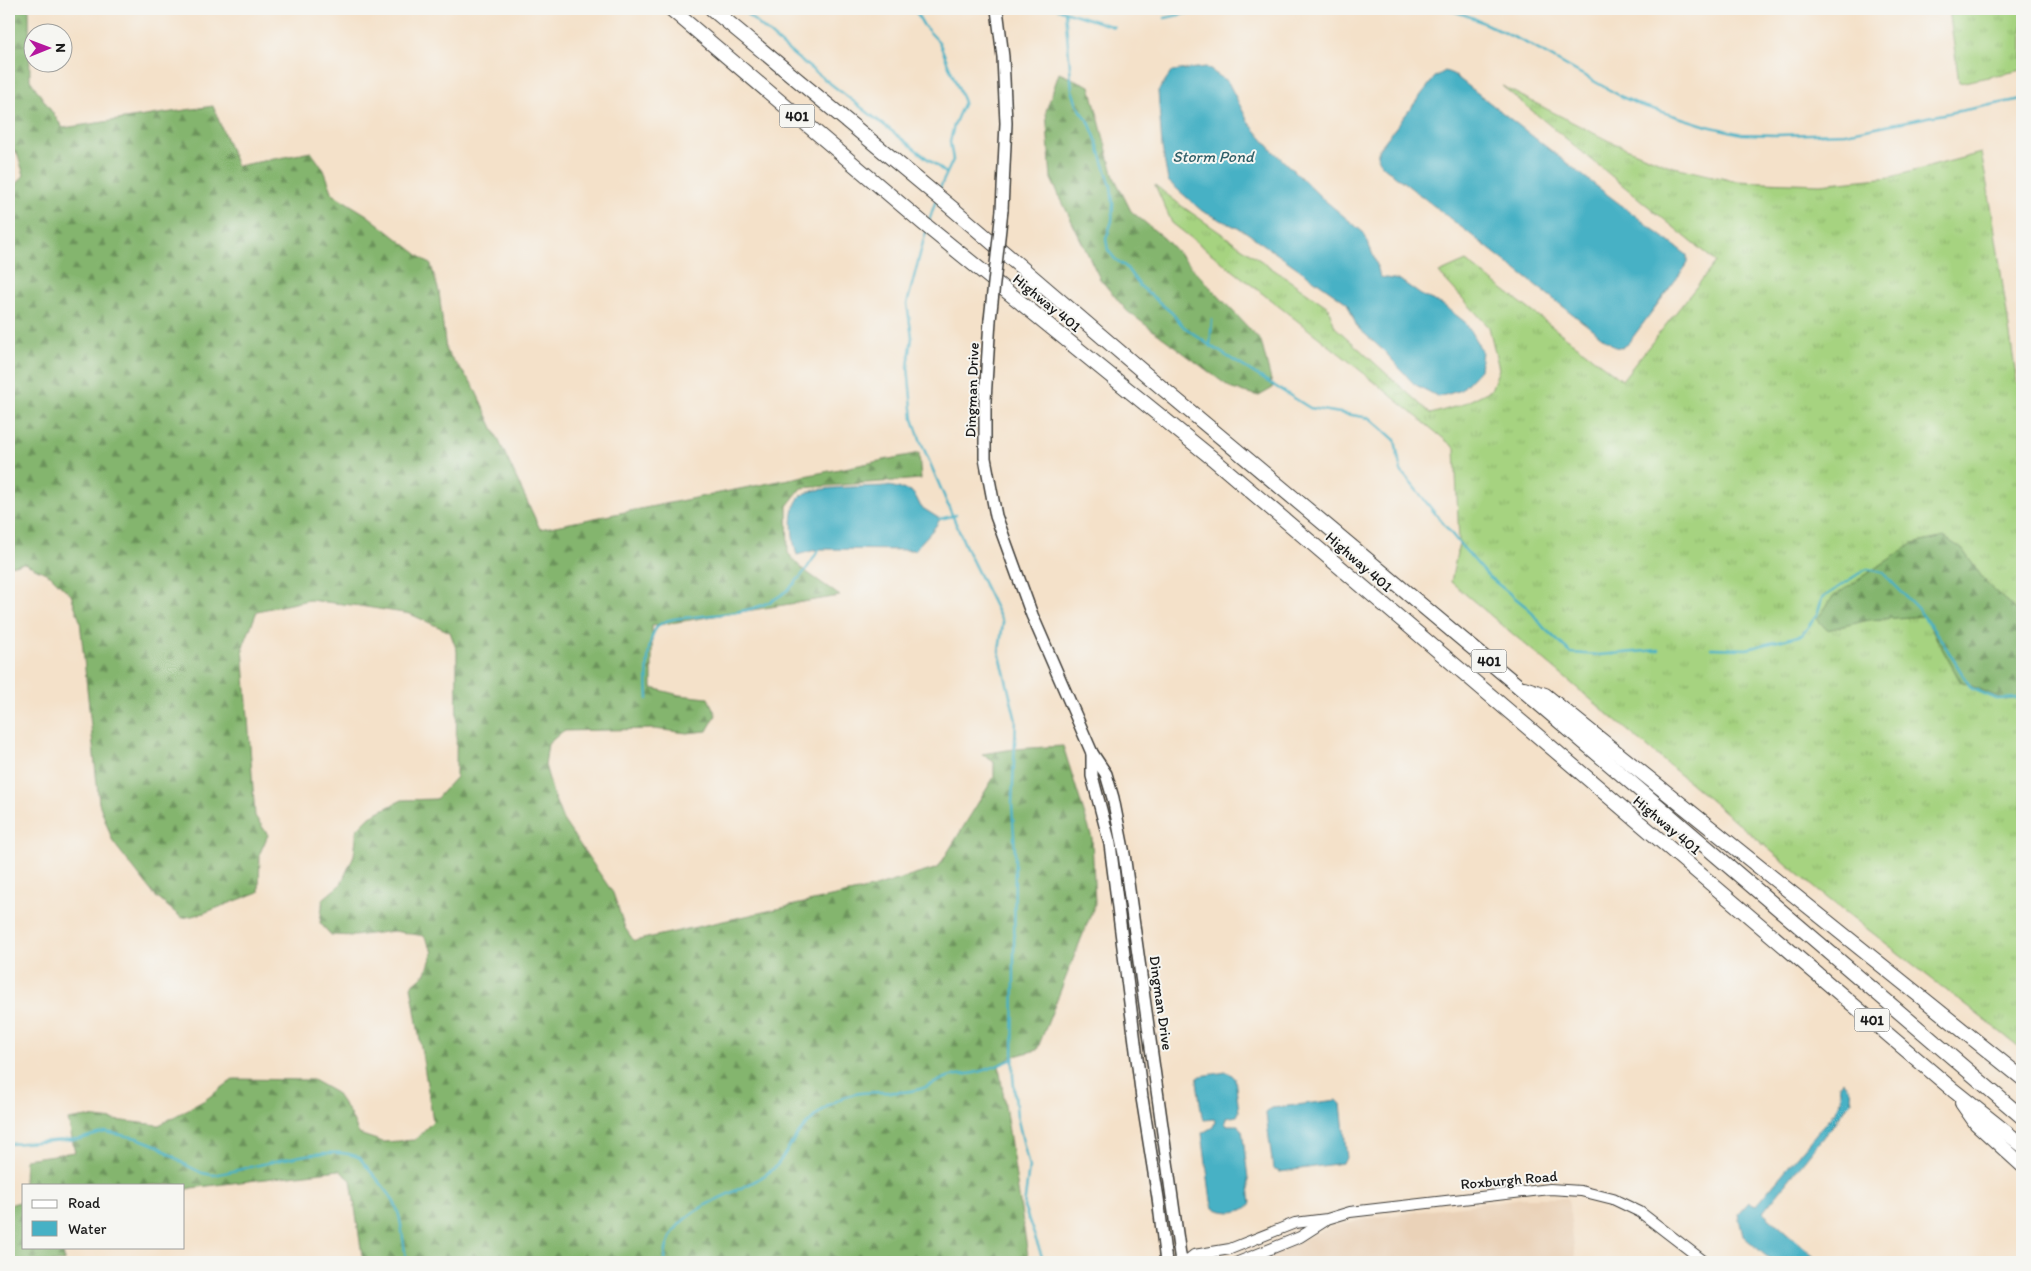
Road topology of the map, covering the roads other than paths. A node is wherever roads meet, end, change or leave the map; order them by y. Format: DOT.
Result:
graph roads {
  1 [pos="671,9"];
  2 [pos="712,9"];
  3 [pos="997,9"];
  4 [pos="1517,685"];
  5 [pos="1092,753"];
  6 [pos="2022,1078"];
  7 [pos="1953,1090"];
  8 [pos="2022,1117"];
  9 [pos="2022,1145"];
  10 [pos="2022,1165"];
  11 [pos="1327,1219"];
  12 [pos="1166,1262"];
  13 [pos="1181,1262"];
  14 [pos="1186,1262"];
  15 [pos="1238,1262"];
  16 [pos="1705,1262"];
  1 -- 7 [label="highway, Highway 401 / 401"];
  2 -- 4 [label="highway, Highway 401 / 401"];
  3 -- 5 [label="main road, Dingman Drive, bridge"];
  4 -- 6 [label="highway"];
  4 -- 8 [label="highway, Highway 401 / 401"];
  5 -- 12 [label="main road, Dingman Drive"];
  5 -- 13 [label="main road, Dingman Drive"];
  7 -- 9 [label="highway, Highway 401 / 401"];
  7 -- 10 [label="highway"];
  11 -- 14 [label="street, Roxburgh Road"];
  11 -- 15 [label="street, Roxburgh Road"];
  11 -- 16 [label="street, Roxburgh Road"];
}
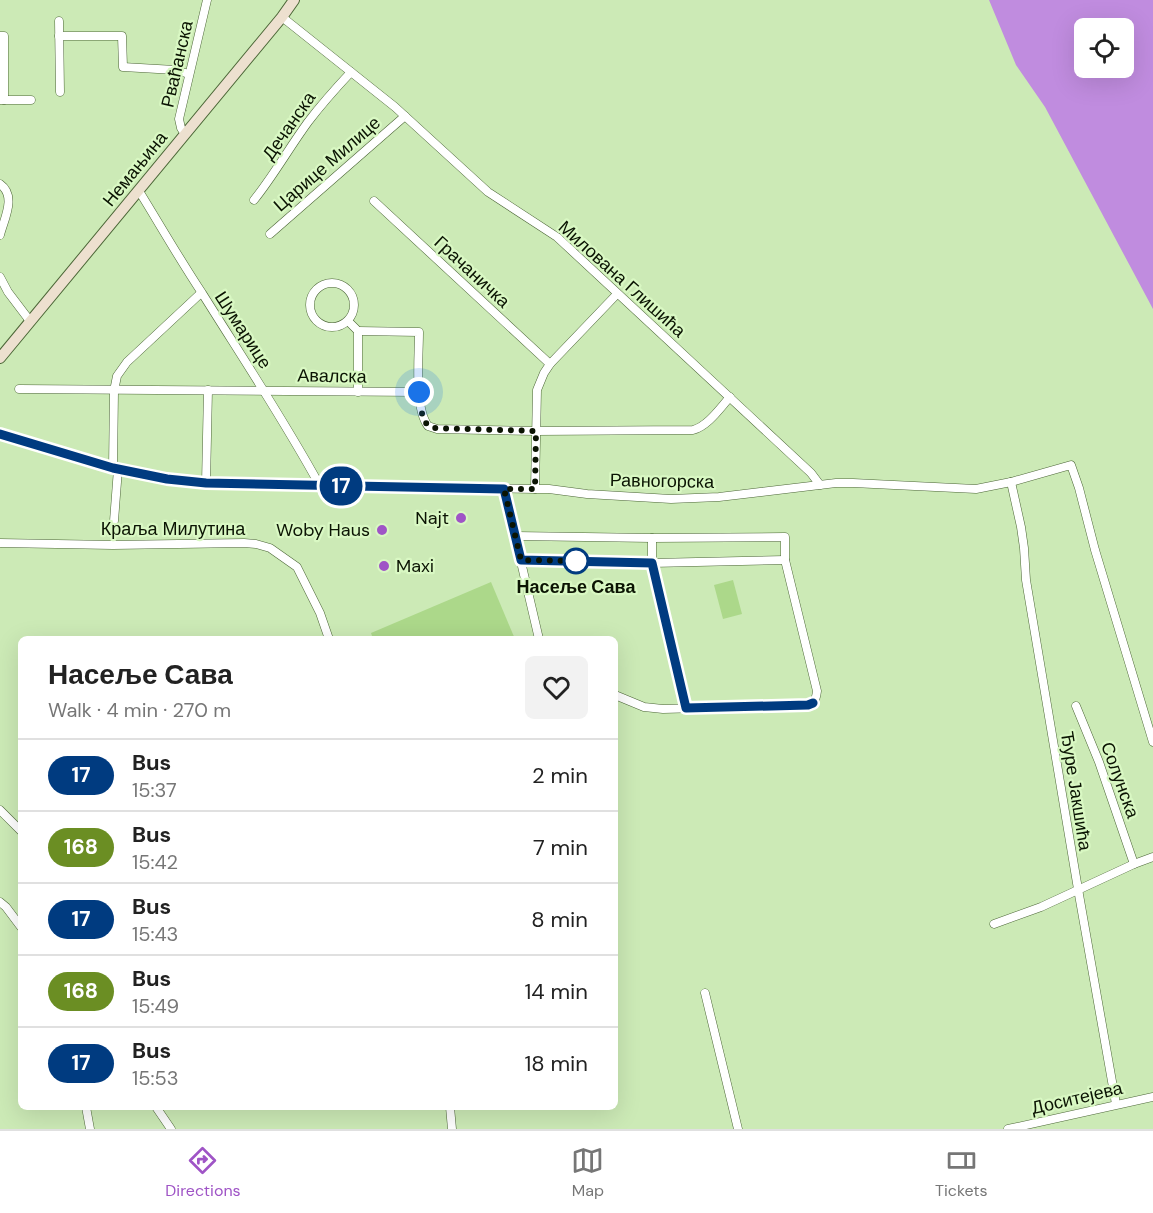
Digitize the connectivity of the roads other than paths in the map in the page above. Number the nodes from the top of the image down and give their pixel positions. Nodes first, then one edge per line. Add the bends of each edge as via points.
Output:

Requirement - In the data above, find each line that uses the string "than". Copy it.

Solution to the exercise -
Road topology of the map, covering the roads other than paths. A node is wherever roads meet, end, change or leave the map; order them by y. Format: DOT.
Digitize the connectivity of the roads other than paths in the map in the page above. Number the nodes from the top of the image down and give their pixel positions. Nodes first, then one edge per line. Add the bends of each edge as via points.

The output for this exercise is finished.